La crueldad de los sicarios de Juárez rebasaba con mucho cualquier explicación que trataba de darme al respecto. Y tal vez porque había estado releyendo a Miguel Hernández vinieron a mi memoria, por contraste, los versos de “Nanas de la cebolla”, dedicados a su hijo a raíz de que recibiera, en la cárcel de Torrijos, una carta en la que su mujer le describía las dimensiones de su pobreza, llegada a tal extremo que sólo comía pan y cebolla.
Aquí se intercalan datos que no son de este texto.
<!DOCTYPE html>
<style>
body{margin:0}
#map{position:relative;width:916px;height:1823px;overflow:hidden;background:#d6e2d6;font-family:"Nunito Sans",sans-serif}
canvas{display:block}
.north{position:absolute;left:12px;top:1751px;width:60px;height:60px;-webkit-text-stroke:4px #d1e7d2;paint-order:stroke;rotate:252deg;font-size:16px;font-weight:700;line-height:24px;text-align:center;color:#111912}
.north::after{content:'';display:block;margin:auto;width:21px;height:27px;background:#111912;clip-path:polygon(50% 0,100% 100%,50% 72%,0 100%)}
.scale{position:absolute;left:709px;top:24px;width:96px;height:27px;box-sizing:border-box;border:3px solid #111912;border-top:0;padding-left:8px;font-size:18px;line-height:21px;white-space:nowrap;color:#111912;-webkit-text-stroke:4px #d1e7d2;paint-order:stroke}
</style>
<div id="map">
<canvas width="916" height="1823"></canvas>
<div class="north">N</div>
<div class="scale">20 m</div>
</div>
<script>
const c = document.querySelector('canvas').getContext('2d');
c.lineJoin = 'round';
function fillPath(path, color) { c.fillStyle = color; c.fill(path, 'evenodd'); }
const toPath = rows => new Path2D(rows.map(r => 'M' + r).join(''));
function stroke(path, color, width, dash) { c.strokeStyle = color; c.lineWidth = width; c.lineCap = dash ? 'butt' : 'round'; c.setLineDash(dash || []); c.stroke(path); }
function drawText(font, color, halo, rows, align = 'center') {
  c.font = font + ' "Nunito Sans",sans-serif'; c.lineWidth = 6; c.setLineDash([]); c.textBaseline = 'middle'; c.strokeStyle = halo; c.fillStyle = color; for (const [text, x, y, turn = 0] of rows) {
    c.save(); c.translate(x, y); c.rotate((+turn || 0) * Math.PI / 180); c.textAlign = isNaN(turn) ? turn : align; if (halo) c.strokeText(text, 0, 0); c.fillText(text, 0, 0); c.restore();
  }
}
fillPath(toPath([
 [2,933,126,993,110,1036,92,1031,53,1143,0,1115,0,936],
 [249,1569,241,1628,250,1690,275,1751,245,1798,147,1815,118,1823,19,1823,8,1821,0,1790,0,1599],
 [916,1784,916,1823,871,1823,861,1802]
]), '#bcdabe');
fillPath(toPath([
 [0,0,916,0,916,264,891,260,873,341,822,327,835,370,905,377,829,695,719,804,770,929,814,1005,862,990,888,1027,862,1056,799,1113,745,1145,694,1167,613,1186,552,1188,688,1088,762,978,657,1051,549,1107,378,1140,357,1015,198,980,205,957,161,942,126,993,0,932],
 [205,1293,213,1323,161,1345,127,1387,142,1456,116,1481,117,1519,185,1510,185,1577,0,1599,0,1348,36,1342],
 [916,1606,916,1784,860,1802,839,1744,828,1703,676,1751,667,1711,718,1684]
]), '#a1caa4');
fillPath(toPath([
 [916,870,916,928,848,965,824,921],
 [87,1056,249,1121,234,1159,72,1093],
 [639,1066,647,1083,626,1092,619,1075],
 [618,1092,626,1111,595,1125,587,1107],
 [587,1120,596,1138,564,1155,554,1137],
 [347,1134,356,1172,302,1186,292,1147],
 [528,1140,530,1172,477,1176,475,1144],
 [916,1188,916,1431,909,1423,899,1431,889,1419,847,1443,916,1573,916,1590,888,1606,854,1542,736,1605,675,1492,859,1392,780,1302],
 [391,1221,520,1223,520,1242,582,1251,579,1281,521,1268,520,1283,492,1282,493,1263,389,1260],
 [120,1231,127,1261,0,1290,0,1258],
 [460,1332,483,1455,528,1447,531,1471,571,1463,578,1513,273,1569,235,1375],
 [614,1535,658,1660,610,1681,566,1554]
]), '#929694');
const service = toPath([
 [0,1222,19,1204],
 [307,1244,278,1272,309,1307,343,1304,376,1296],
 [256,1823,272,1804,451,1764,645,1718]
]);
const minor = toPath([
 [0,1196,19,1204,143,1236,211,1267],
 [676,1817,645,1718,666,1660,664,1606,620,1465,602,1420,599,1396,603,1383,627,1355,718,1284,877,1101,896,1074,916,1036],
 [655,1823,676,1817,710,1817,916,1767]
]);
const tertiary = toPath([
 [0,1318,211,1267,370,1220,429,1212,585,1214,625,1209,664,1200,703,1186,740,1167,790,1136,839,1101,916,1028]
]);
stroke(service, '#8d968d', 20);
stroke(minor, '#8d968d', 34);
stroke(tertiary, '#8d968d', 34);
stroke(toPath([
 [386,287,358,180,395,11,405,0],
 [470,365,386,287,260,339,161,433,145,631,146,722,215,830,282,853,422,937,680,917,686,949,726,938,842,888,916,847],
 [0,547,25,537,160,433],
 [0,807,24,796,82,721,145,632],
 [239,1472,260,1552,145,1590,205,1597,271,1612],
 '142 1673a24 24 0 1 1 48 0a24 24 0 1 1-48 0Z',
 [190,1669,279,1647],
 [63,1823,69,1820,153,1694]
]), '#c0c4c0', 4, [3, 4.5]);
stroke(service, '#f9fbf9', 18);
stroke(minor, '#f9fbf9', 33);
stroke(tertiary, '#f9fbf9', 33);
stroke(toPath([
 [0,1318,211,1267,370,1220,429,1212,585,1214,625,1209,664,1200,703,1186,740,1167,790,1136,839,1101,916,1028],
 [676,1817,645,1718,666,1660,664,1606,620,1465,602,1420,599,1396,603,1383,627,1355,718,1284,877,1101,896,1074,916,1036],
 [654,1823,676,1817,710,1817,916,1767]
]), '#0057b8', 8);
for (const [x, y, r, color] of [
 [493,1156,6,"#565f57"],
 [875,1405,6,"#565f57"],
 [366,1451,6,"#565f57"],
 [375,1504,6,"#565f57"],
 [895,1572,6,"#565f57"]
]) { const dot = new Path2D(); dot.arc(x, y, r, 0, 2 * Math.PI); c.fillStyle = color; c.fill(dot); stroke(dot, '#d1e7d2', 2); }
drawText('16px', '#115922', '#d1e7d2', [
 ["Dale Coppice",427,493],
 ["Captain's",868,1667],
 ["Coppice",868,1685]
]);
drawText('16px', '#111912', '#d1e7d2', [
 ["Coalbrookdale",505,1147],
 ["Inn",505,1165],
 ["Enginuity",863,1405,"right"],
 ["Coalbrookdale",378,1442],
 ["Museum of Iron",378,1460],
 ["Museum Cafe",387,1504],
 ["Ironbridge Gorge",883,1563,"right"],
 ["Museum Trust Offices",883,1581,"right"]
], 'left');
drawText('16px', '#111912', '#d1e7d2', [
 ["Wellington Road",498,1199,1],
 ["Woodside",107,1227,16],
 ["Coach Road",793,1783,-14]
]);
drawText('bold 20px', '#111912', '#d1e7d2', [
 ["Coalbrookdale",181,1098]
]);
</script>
Para el poeta la situación de su mujer y de su pequeño hijo era dolorosamente dramática, a grado tal que le inspiraron versos memorables por su ternura y a la vez por su enorme carga y fuerza líricas: “En la cuna del hambre/ mi niño estaba./ Con sangre de cebolla/ se amantaba…” y después de otros versos inolvidables, el poema termina de la siguiente manera: “Vuela niño en la doble/ luna del pecho;/ él triste de cebolla,/ tú satisfecho./ No te derrumbes./ No sepas lo que pasa/ ni lo que ocurre.”
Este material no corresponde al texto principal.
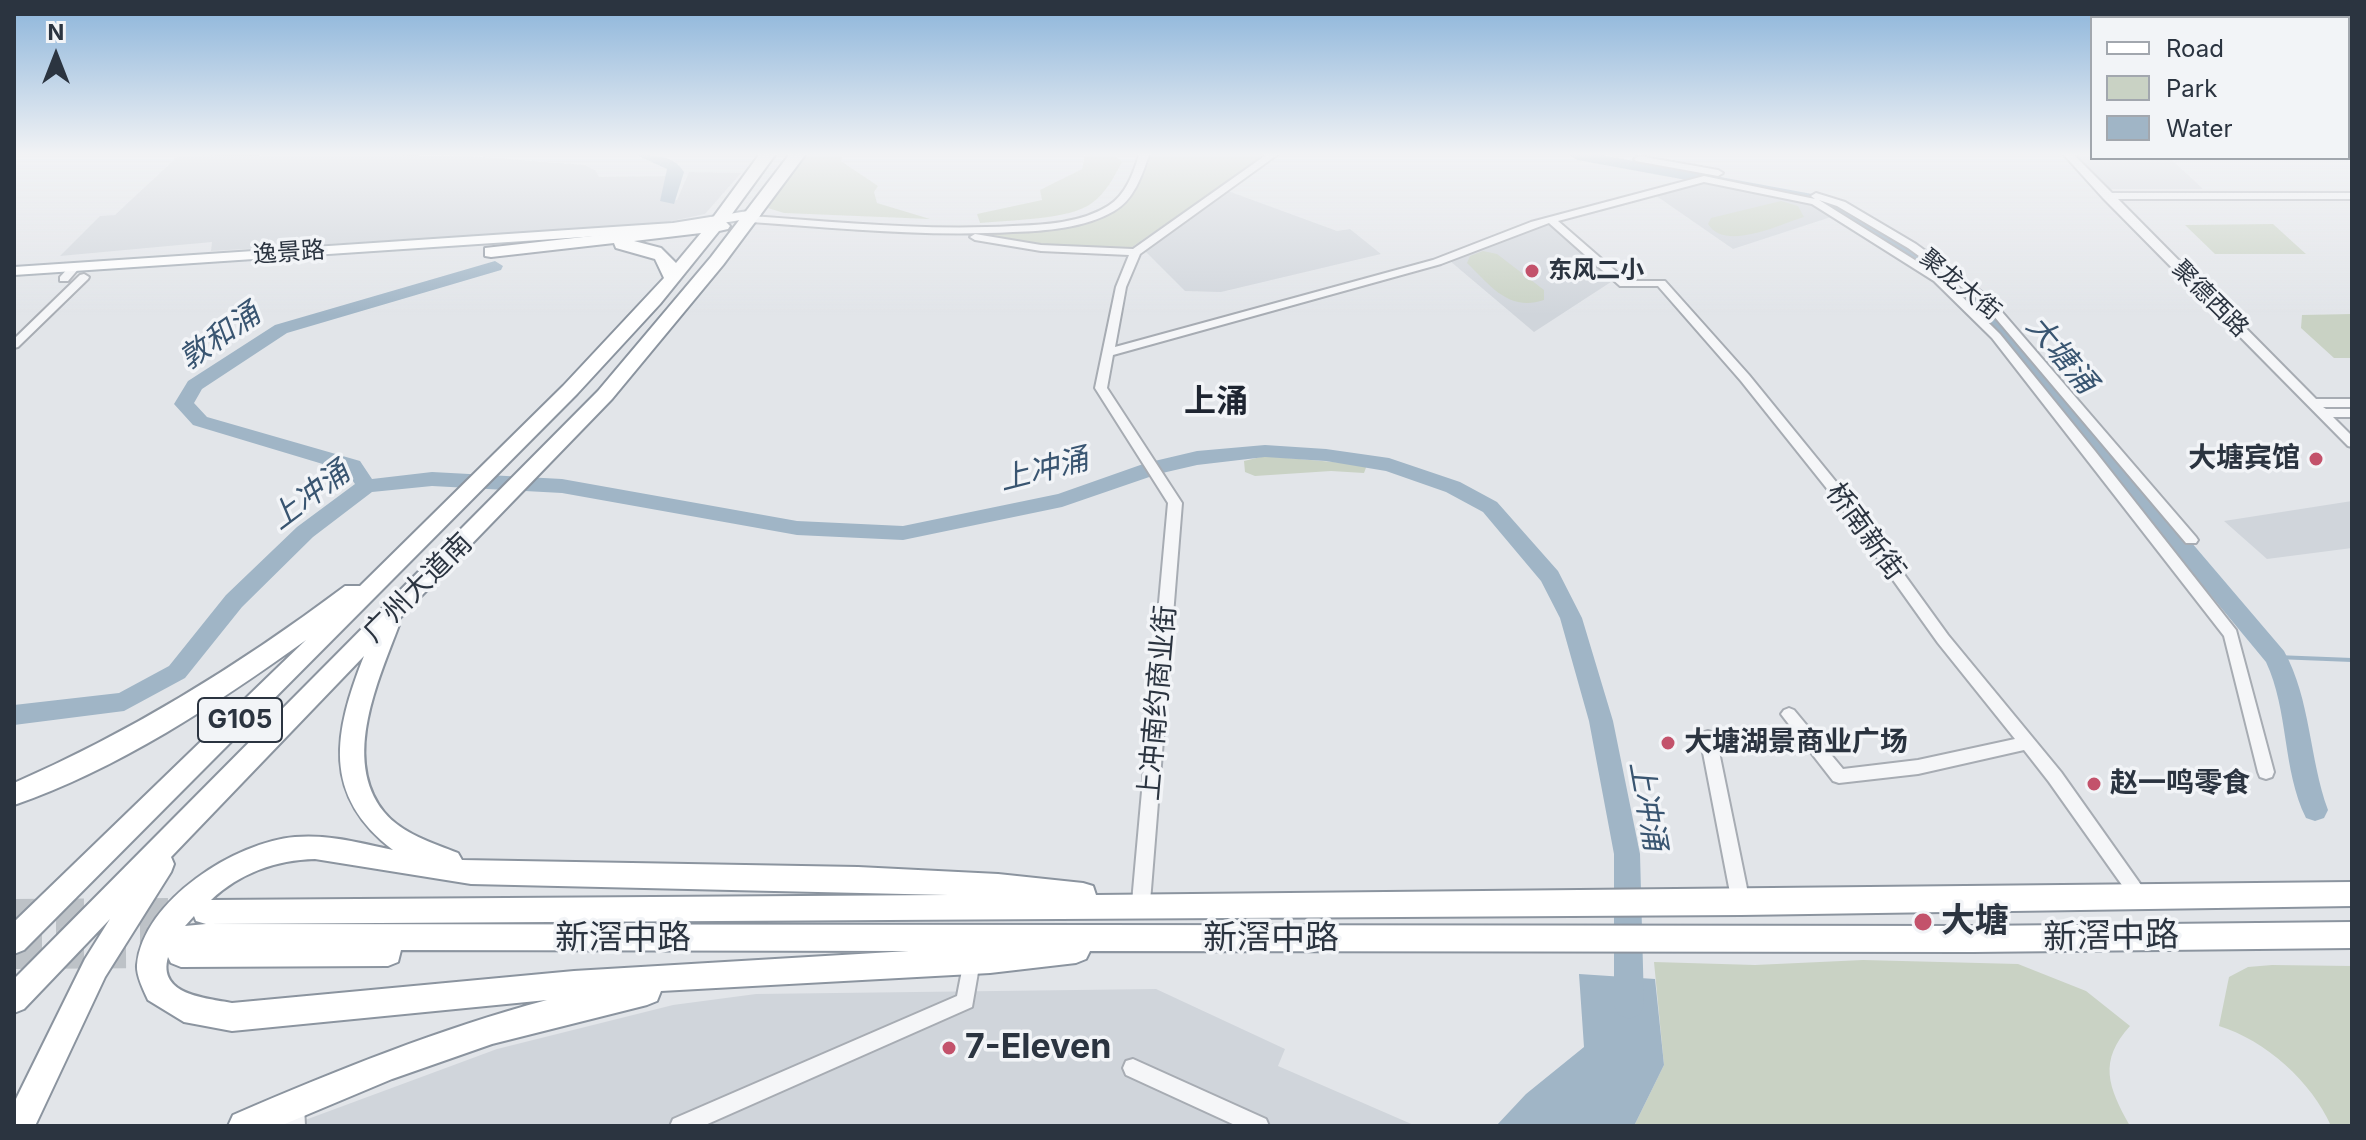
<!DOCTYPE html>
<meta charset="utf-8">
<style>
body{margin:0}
#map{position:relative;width:2366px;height:1140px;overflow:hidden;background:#e2e5e9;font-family:Inter,sans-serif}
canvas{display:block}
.frame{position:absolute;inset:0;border:16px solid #2b3440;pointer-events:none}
.legend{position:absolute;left:2090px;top:16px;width:260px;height:144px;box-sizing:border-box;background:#f2f4f7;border:2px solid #a2a7ae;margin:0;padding:10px 14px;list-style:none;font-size:24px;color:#2b3440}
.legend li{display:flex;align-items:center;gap:16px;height:40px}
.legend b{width:40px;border:2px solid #a2a7ae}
.north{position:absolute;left:16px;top:16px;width:80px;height:80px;-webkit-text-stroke:6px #f2f4f7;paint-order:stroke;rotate:0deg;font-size:22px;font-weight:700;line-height:32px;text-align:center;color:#2b3440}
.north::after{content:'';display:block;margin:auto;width:28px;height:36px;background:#2b3440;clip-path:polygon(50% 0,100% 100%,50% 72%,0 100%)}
</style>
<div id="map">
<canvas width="2366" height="1140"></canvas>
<div class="frame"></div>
<ul class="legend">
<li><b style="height:10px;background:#fff"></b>Road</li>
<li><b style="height:22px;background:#c9d2c4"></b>Park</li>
<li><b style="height:22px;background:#a0b5c6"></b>Water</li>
</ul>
<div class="north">N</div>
</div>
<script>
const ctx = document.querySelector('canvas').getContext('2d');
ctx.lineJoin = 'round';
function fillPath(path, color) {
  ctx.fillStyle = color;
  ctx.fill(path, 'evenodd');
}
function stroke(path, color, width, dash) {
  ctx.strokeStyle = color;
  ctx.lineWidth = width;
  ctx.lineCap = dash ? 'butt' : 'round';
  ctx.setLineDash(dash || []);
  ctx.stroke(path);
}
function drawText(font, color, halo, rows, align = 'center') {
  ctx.font = font + ' Inter,"Noto Sans SC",sans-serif';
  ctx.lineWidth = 7;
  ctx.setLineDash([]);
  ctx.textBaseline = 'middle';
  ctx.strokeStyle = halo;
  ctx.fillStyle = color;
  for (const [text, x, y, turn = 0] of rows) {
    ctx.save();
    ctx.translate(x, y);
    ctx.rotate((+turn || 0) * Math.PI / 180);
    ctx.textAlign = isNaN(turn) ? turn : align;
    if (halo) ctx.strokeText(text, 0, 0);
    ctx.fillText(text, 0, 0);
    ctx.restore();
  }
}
fillPath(new Path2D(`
 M179 155 471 156 585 165 595 170 599 177 669 176 660 201 677 200 689 172 741 173 705 214 653 225 211 251 212 242 60 256 100 216 115 215Z
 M2070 155 2170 158 2203 189H2103Z
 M1704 181 1809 202 1831 217 1733 249 1655 195Z
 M1228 191 1337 231 1350 229 1381 254 1221 292 1185 291 1144 250Z
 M1551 223 1614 280 1534 332 1450 261Z
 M2352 501V548L2267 559 2224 521Z
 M1156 989 1285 1049 1278 1066 1416 1126H289L497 1049 673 1005 756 994Z`), '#d0d5db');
fillPath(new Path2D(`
 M803 155H843L841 161 878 186 874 192 877 203 930 219 784 213 768 208Z
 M1085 155H1115L1122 162C1114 177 1106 193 1092 203 1070 220 1009 220 980 223L977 214 1042 200 1040 190 1082 169Z
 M1151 155H1266L1132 247 1042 246 941 230C975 232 1089 230 1115 212 1135 198 1143 177 1151 155Z
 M1781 201 1798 206 1804 217C1780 224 1725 252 1708 224L1711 218Z
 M2273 224 2306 254H2215L2185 225Z
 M1483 251 1497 254 1544 290V300C1509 312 1491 286 1467 263L1470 256Z
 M2352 314V358H2334L2301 328 2302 315Z
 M1265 456 1367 465 1364 473 1331 471 1255 476 1245 472 1244 461Z
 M1863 960 2018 964 2086 991 2130 1026C2098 1061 2108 1087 2130 1126H1634L1664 1065 1654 962 1755 965Z
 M2272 965 2352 966V1126H2331C2312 1082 2265 1040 2219 1026L2229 977 2248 967Z`), '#c9d2c4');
fillPath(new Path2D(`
 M1579 974 1655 979 1664 1065 1634 1126H1496L1526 1094 1584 1047Z`), '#a0b5c6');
stroke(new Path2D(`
 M2276 657 2352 660`), '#a0b5c6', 4);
fillPath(new Path2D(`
 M636 155C654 155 674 155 684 172L674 204 660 201 667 169Z
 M1569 155H1602L1823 196 1949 272 1983 298 2284 651C2311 700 2309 758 2328 810L2324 818 2315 821 2306 818C2282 769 2289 711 2266 662L1971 306 1937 280 1812 203 1577 160Z
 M495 261 503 266 501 270 287 333 202 389 194 403 207 417 360 461 372 479 432 472 562 479 797 521 903 526 1058 494 1146 463 1197 451 1265 445 1326 449 1389 458 1460 482 1497 502 1558 571 1582 618 1613 721 1640 854 1644 1005 1639 1015 1629 1019 1619 1015 1614 1005V854L1589 721 1560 618 1541 581 1483 512 1446 492 1386 471 1326 461 1265 457 1197 465 1158 474 1062 507 903 540 797 535 562 493 432 486 372 492 313 537 242 607 185 678 124 711 14 725V705L119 693 169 666 226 595 297 527 355 484 346 471 193 425 174 404 188 381 275 325Z`), '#a0b5c6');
stroke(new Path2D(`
 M14 913 189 912
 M14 937H173
 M14 955 169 954`), '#bdc2c7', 28, [28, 14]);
const minor = new Path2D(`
 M1139 155H1149C1142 175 1134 200 1114 211 1085 228 1046 231 1013 232 925 237 837 228 750 222L745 219 750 216C837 222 925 231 1013 226 1044 225 1081 223 1108 206 1126 195 1133 174 1139 155Z
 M1266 155H1277L1140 254 1126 287 1115 347 1433 260 1531 222 1704 176 1815 199 1811 196 1816 193 1845 202 1916 244 1990 298 2196 537 2198 540 2196 543H2186L1982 302 1908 248 1837 206 1819 200 1942 277 2000 334 2095 451 2236 630 2274 772 2272 777 2266 779 2260 777 2258 772 2224 636 1992 338 1934 281 1812 204 1704 182 1558 221 1627 281H1665L1749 375 1846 494 1948 635 2061 772 2146 892 2149 897 2146 902 2140 905 2134 902 2049 782 2024 750 1918 774 1839 783 1833 781 1784 718 1781 714 1784 710 1789 708 1794 710 1843 769 1918 760 2015 739 1938 643 1836 500 1741 381 1658 286H1620L1549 223 1441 264 1113 355 1107 388 1182 503 1150 902 1147 907 1141 910 1135 907 1132 902 1168 503 1095 388 1116 287 1129 255 1041 251 975 240 970 237 975 234 1041 245 1133 249Z
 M2064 155H2074L2112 193H2352V199H2118L2316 399H2352V407H2323L2326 409H2352V417H2333L2352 436V447L2348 446 2103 198Z
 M1639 156 1718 170 1723 173 1718 176 1636 161 1634 159Z
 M75 264 80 267 68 281H60V277L71 265Z
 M84 274 89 277 88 279 18 347 14 348V339L80 275Z
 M1708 731 1714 733 1716 737 1750 903 1747 908 1741 911 1735 908 1732 903 1700 737 1702 733Z
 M971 953 977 955 980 961 972 1007 703 1126H670L673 1119 957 996 965 955Z
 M1133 1059 1266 1119 1269 1126H1237L1126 1075 1123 1068 1126 1061Z
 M294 1094 301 1097 304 1104 305 1126H285L284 1104 287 1097Z`);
const major = new Path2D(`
 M754 210 761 214 759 217 673 231 14 275V267L673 223Z`);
const highway = new Path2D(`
 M759 155H775L726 222 730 226 728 229 719 231 660 304 577 394 24 950 14 954V922L306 640C217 704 118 769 14 805V783C133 731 241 664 345 586H360L563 386 664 278 655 259 616 248 614 243 491 257 485 256V248L709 223ZM701 233 676 263 661 248 634 241Z
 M789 155H805L723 265 612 399 397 621 399 625C379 679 341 759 384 812 402 834 433 843 458 853L462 860 858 867 998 874 1083 883 1093 886 1096 895 2352 882V906L1741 915 208 924 1973 926 2352 922V948L1973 952 1090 951 1086 959 1076 963 990 973 661 991 657 1001 647 1005 492 1044 392 1079 280 1126H228L233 1115C335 1071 439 1029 547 1000L232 1031 184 1022 148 1000C144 991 136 976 137 965 143 900 236 842 295 837 328 834 361 843 393 850 321 795 334 732 364 656L171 857 174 864 171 872 105 977 35 1126H14V1103L85 959 110 919 24 1009 14 1013V979L598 391 711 257ZM315 859 471 884 948 895 211 900C240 873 276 860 315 859ZM194 916 196 921 206 924 185 926ZM401 950 909 951 574 971 232 1003C206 998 157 995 168 957L171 963 181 967 388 966 398 962Z`);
stroke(minor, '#a7acb3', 4);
stroke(major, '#a2abb4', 4);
stroke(highway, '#8b949f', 4);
fillPath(minor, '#f5f6f8');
fillPath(major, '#fff');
fillPath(highway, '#fff');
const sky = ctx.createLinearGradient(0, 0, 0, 315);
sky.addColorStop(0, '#8bb4da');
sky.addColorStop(0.49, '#f2f3f5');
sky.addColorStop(1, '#f2f3f500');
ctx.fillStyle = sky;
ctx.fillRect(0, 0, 2366, 315);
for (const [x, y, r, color] of [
 [1532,271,8,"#c3526b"],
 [2316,459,8,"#c3526b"],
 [1668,743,8,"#c3526b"],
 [2094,784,8,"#c3526b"],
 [1923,922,10,"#c3526b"],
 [949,1048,8,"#c3526b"]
]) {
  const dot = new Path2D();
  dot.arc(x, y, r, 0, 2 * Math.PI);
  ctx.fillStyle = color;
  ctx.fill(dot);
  stroke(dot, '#f2f4f7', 3);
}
drawText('24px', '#2b3440', '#f2f4f7', [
 ["逸景路",289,253,-4],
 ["聚龙大街",1960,285,39],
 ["聚德西路",2210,299,45]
]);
drawText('bold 24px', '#2b3440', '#f2f4f7', [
 ["东风二小",1548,271]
], 'left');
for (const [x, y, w] of [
 [240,720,84]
]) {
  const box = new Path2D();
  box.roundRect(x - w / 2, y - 22, w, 44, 6);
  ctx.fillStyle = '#f2f4f7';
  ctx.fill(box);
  stroke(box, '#2b3440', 2);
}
drawText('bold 26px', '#2b3440', null, [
 ["G105",240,720]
]);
drawText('bold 28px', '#2b3440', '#f2f4f7', [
 ["大塘宾馆",2300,459,"right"],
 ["大塘湖景商业广场",1684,743],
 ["赵一鸣零食",2110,784]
], 'left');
drawText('28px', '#2b3440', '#f2f4f7', [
 ["桥南新街",1865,532,54],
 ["广州大道南",418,588,-45],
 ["上冲南约商业街",1158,703,-85]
]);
drawText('italic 30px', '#395571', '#f2f4f7', [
 ["敦和涌",220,337,-35],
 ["大塘涌",2061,355,50],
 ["上冲涌",1044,470,-14],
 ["上冲涌",310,496,-37],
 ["上冲涌",1647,806,80]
]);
drawText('bold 32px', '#1e2531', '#f2f4f7', [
 ["上涌",1216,402]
]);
drawText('bold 34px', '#2b3440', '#f2f4f7', [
 ["大塘",1941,922],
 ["7-Eleven",965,1048]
], 'left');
drawText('34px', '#2b3440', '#f2f4f7', [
 ["新滘中路",2111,937,-1],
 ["新滘中路",623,939],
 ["新滘中路",1271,939]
]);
</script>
Entre los mejores poemas de Hernández, me parece, están aquellos en los que palpita el desgarramiento afectivo, la tristeza, la pena (“Umbrío por la pena, casi bruno,/ porque la pena tizna cuando estalla,/ donde yo no me hallo no se halla/ hombre más apenado que ninguno...”), o un dolor tan enorme que llega a sentir que le sobra el corazón: “Hoy estoy sin saber yo no sé cómo,/ hoy estoy para penas solamente,/ hoy no tengo amistad,/ hoy sólo tengo ansias/ de arrancarme de cuajo el corazón/ y ponerlo debajo de un zapato.” Y aunque hay algunos versos de corte satírico en El hombre acecha, el humor no es algo que pueda encontrarse en la producción poética o en las cartas de Miguel Hernández. Sin embargo, en la carta que envió a su mujer el 12 de septiembre de 1939, con el poema “Nanas de la cebolla”, se vislumbra a un hombre capaz de crecerse al castigo y sonreír con amargura: “Estos días me los he pasado cavilando sobre tu situación, cada día más difícil. El olor de la cebolla que comes me llega hasta aquí y mi niño se sentirá indignado de mamar y sacar zumo de cebolla en vez de leche. Para que lo consueles, te mando esas coplillas que le he hecho, ya que para mí no hay otro quehacer que escribiros a vosotros o desesperarme. [...] También paso mis buenos ratos espulgándome, que familia menuda no me falta nunca, y a veces la crío robusta y grande como el garbanzo. Todo se acabará a fuerza de uña y paciencia, o ellos, los piojos, acabarán conmigo. Pero son demasiada poca cosa para mí, tan valiente como siempre, y aunque fueran como elefantes estos bichos que quieren llevarse mi sangre, los haría desaparecer del mapa de mi cuerpo...”
Otros pasajes de la misma carta mantienen ese humor amargo, pero estas líneas, me parece, muestran la calidad humana de este poeta.